Siti Rahmani Rauf, Wanita Di Balik Buku Panduan Membaca INI BUDI
“Ini Budi. Ini Ibu Budi. Ini bapak Budi”
Bagi angkatan 80-an 90-an Sekolah Dasar pasti hapal mati dengan kalimat-kalimat pendek di atas. Bagaimana tidak? Kalimat sederhana inilah yang pertama kali mampu dibaca saat belajar membaca di Sekolah Dasar.
Hingga 1 tahun di tingkat kelas 1, murid-murid diperkenalkan dengan keluarga si Budi. Bahwa Budi punya kakak perempuan bernama Ani. Dan tahukah? Ani tidak semata nama fiktif, Ani adalah sang “pahlawan baca”, sang maestro buku paket belajar membaca yang melegenda itu.
Siti Rahmani Rauf |
Nama lengkap wanita berdedikasi itu adalah Siti Rahmani Rauf, yang akrab dipanggil Bu Ani. Wanita kelahiran Padang, 5 Juni 1919 ini sangat cinta pada dunia belajar-mengajar. Ia memulai profesi guru dengan mengajar SD di Padang. Ia diangkat menjadi guru pemerintah (PNS) pada 1937. Saat itu masih zaman Belanda, dimana Sekolah pribumi masih sangat kurang.
Sekitar dua puluh tahun mengajar, Bu Ani bertemu jodohnya, Abdul Rauf pada 1954. Ia beserta suami lalu hijrah ke Jakarta. Pada masa kemerdekaan ini sekolah-sekolah pribumi sudah mulai banyak. Di Jakarta ia kembali melanjutkan hobbinya, mengajar SD.
Di Jakarta Bu Ani terus berperan sebagai insan pendidik hingga masa pensiunnya. Pada 1980, Bu Ani yang sudah tidak lagi mengajar merasa prihatin dengan kesulitan guru mengajarkan membaca pada anak SD karena ketiadaan buku peraga. Buku bahasa Indonesia yang ada saat itu belum berbasis Struktur Analitik Sintetik (SAS).
Atas permintaan rekan dan dipercayakan oleh Departemen Pendidikan dan Kebudayaan, Bu Ani dibantu putrinya, Erni lalu menciptakan karya fenomenalnya. Buku peraga belajar-mengajar membaca yang menonjolkan Budi sebagai tokoh utamanya. Di buku karyanya itu, bu Ani yang jago gambar juga menyertakan visualisasi gambar Budi, ibu Budi, bapak Budi, kakak Budi, dan adik Budi.

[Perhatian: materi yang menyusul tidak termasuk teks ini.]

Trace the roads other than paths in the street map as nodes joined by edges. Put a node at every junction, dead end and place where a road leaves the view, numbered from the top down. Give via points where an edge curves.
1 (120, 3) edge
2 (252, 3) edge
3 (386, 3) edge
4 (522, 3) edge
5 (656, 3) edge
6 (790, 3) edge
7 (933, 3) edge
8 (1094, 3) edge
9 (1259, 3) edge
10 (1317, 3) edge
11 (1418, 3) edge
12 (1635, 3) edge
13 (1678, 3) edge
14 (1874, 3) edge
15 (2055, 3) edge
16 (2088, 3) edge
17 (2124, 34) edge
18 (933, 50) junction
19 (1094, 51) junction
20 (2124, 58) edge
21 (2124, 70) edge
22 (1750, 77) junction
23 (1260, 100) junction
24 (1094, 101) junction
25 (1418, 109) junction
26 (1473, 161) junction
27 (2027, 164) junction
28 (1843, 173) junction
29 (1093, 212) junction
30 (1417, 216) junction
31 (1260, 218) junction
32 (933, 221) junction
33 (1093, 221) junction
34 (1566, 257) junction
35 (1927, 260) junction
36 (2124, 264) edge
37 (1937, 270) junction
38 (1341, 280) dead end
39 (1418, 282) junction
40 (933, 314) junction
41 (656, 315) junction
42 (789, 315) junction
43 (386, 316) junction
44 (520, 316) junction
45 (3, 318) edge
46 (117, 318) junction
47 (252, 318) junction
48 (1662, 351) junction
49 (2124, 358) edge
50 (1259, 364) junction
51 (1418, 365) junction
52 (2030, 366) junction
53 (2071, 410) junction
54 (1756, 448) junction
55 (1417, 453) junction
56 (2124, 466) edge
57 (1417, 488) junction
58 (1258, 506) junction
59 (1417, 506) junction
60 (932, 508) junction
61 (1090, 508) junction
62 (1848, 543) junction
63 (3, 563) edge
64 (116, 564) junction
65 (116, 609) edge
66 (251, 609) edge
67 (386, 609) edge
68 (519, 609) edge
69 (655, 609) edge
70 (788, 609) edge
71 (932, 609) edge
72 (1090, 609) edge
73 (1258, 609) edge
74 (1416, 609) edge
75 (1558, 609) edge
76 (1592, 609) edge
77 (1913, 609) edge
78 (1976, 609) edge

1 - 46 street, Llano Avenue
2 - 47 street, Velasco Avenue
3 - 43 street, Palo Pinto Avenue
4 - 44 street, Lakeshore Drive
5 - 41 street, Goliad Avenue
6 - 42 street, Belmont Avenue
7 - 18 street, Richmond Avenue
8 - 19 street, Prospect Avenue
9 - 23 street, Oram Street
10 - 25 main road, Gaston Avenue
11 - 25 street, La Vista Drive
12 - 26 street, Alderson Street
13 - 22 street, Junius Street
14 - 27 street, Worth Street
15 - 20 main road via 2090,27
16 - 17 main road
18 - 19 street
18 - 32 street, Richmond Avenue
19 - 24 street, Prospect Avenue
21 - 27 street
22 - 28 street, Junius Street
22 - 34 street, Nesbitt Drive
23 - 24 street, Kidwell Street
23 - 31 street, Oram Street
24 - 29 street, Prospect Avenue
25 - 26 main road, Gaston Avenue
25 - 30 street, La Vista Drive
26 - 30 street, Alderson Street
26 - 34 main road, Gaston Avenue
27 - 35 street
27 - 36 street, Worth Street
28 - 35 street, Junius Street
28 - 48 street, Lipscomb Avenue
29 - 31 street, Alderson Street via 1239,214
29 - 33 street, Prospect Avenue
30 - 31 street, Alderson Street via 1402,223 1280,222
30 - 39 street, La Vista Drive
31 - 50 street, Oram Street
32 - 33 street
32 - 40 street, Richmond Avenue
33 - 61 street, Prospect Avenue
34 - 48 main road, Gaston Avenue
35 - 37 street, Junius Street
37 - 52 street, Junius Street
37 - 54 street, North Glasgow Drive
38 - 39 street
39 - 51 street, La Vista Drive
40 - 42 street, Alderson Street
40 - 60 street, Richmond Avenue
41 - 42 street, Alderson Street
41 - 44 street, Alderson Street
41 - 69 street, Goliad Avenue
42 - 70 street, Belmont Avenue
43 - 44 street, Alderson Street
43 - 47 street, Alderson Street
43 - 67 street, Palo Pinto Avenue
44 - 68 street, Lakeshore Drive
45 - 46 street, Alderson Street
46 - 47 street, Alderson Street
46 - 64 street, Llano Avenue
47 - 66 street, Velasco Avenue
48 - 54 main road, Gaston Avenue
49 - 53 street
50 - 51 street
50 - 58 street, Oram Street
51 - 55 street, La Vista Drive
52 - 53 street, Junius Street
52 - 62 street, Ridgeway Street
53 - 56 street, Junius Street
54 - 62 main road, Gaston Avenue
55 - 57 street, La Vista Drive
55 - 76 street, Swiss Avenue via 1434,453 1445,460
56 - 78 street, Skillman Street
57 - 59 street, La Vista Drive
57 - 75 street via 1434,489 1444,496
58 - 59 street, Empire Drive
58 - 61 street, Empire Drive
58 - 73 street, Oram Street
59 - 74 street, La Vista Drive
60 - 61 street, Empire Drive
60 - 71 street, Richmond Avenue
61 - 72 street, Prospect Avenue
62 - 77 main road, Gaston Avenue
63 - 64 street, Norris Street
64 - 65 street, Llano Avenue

Buku berbentuk horizontal layaknya buku gambar, berjudul “Belajar Membaca dan Menulis” itu ternyata sangat diminati para guru. Ditampilkan SAS dengan kalimat utuh sederhana “Ini Budi” dengan memisah-misahkan huruf dan suku kata sehingga memudahkan guru mengajar, dan murid memahami.
Visualisasi keluarga Budi yang apik membuat siswa senang dengan buku membacanya ini. Buku ini lalu dicetak banyak dan disebar di berbagai wilayah Indonesia, dan langgeng digunakan hingga sekitar 20 tahun. Sukses membantu pelajar SD angkatan 80-an dan 90-an mengenal huruf dan membaca.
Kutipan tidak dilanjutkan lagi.